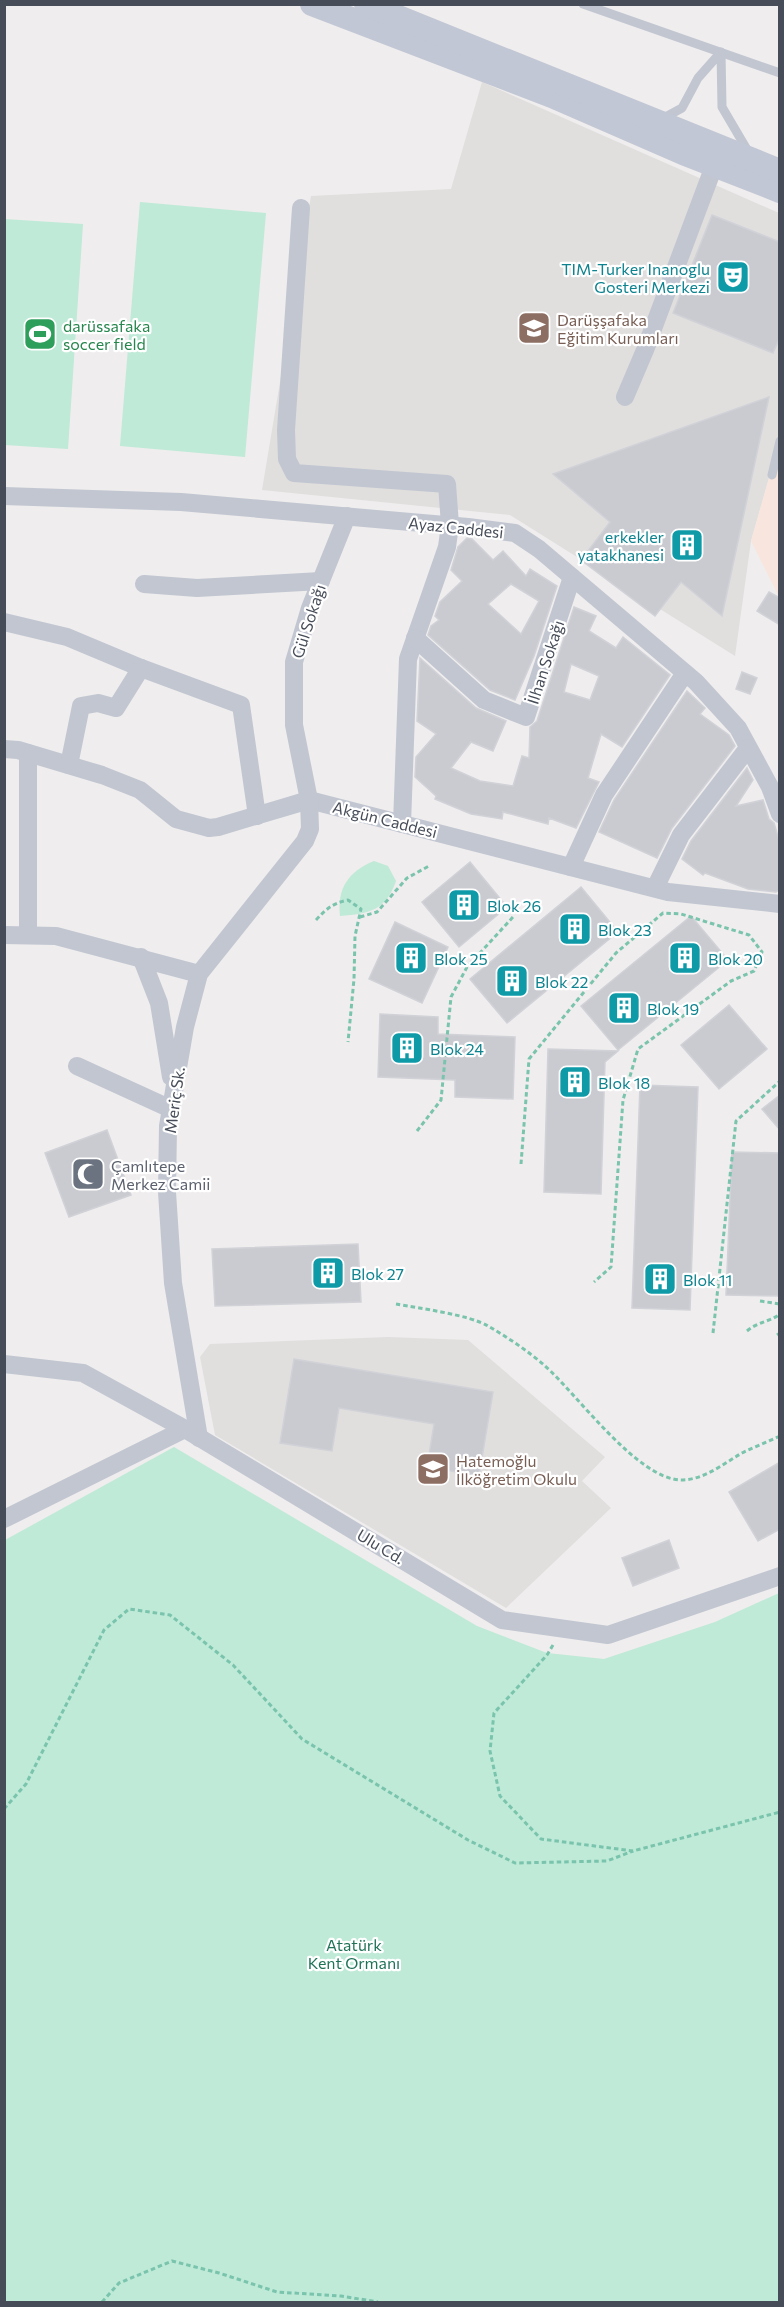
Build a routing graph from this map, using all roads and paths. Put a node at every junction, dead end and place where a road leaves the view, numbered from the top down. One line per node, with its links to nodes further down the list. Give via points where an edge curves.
1 (312, 4): 8 (main road, via 552,96)
2 (366, 4): 6 (main road)
3 (583, 4): 4 (lane)
4 (721, 52): 5 (lane); 6 (lane, via 698,78 682,108); 7 (lane, via 722,107)
5 (780, 73)
6 (658, 121): 7 (main road)
7 (753, 160): 9 (main road)
8 (714, 166): 10 (main road); 12 (street)
9 (780, 171)
10 (780, 190)
11 (301, 208): 17 (street, via 287,459 294,473 447,484)
12 (625, 397)
13 (780, 441): 14 (lane)
14 (772, 475)
15 (4, 496): 16 (street, Ayaz Caddesi, via 181,502)
16 (347, 516): 17 (street, Ayaz Caddesi); 19 (street, Gül Sokağı)
17 (450, 525): 18 (street, Ayaz Caddesi, via 515,533); 22 (street, via 447,547)
18 (572, 577): 22 (street, İlhan Sokağı, via 526,717 484,700); 24 (street, Ayaz Caddesi)
19 (321, 581): 20 (street, via 197,588); 29 (street, Gül Sokağı, via 294,663 294,725)
20 (144, 584)
21 (4, 622): 23 (street, via 67,637)
22 (415, 638): 32 (street, via 408,659)
23 (141, 668): 28 (street, via 116,708 98,703 81,706); 31 (street, via 241,705)
24 (685, 673): 25 (street, Ayaz Caddesi, via 738,728); 34 (street, via 604,795)
25 (748, 748): 30 (street, Ayaz Caddesi); 35 (street, via 681,835)
26 (4, 749): 27 (street, Akgün Caddesi)
27 (28, 753): 28 (street, Akgün Caddesi); 41 (street)
28 (69, 765): 31 (street, Akgün Caddesi, via 140,790 176,819 209,828)
29 (309, 800): 31 (street, Akgün Caddesi); 32 (street, Akgün Caddesi); 43 (street, Meriç Sk., via 310,830 305,841)
30 (780, 814)
31 (257, 816)
32 (402, 824): 34 (street, Akgün Caddesi)
33 (429, 866): 37 (path, via 407,878 377,912)
34 (571, 867): 35 (street, Akgün Caddesi)
35 (655, 888): 36 (street, Akgün Caddesi)
36 (780, 904)
37 (359, 917): 39 (path, via 361,909 348,900 328,907); 44 (path)
38 (513, 917): 48 (path, via 467,967 451,997 441,1100)
39 (316, 920)
40 (4, 935): 41 (street)
41 (28, 935): 42 (street, via 56,936)
42 (141, 957): 43 (street); 47 (street, via 159,1003)
43 (199, 974): 47 (street, Meriç Sk., via 184,1027)
44 (348, 1042)
45 (77, 1066): 47 (street)
46 (780, 1081): 56 (path, via 736,1121)
47 (172, 1101): 58 (street, Meriç Sk., via 167,1192 173,1283)
48 (417, 1131)
49 (521, 1164): 50 (path, via 529,1059 616,953 663,913 681,914 749,935 762,952 754,971 731,981 638,1049 623,1100 611,1267)
50 (594, 1282)
51 (760, 1301): 53 (path)
52 (396, 1304): 59 (path, via 486,1324 544,1365 604,1429 664,1478 682,1480 708,1474)
53 (780, 1304)
54 (780, 1314): 55 (path)
55 (747, 1331)
56 (713, 1333)
57 (4, 1364): 58 (street, Ulu Cd., via 83,1373)
58 (192, 1434): 60 (street); 61 (street, Ulu Cd., via 502,1620 608,1635)
59 (780, 1436)
60 (4, 1520)
61 (780, 1576)
62 (546, 1655): 65 (path, via 494,1713 490,1750 500,1796 541,1839)
63 (4, 1809): 65 (path, via 26,1784 104,1630 129,1609 170,1615 233,1665 302,1739 468,1840 515,1863 607,1861)
64 (780, 1812): 65 (path)
65 (633, 1851)
66 (102, 2302): 67 (path, via 119,2283 172,2261 277,2292)
67 (378, 2302)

_INSTRUCTIONS TO FOLLOW_
Nothing but the lines holding the word "Meriç" should be returned from the listing above.

_EXERCISE OUTPUT_
29 (309, 800): 31 (street, Akgün Caddesi); 32 (street, Akgün Caddesi); 43 (street, Meriç Sk., via 310,830 305,841)
43 (199, 974): 47 (street, Meriç Sk., via 184,1027)
47 (172, 1101): 58 (street, Meriç Sk., via 167,1192 173,1283)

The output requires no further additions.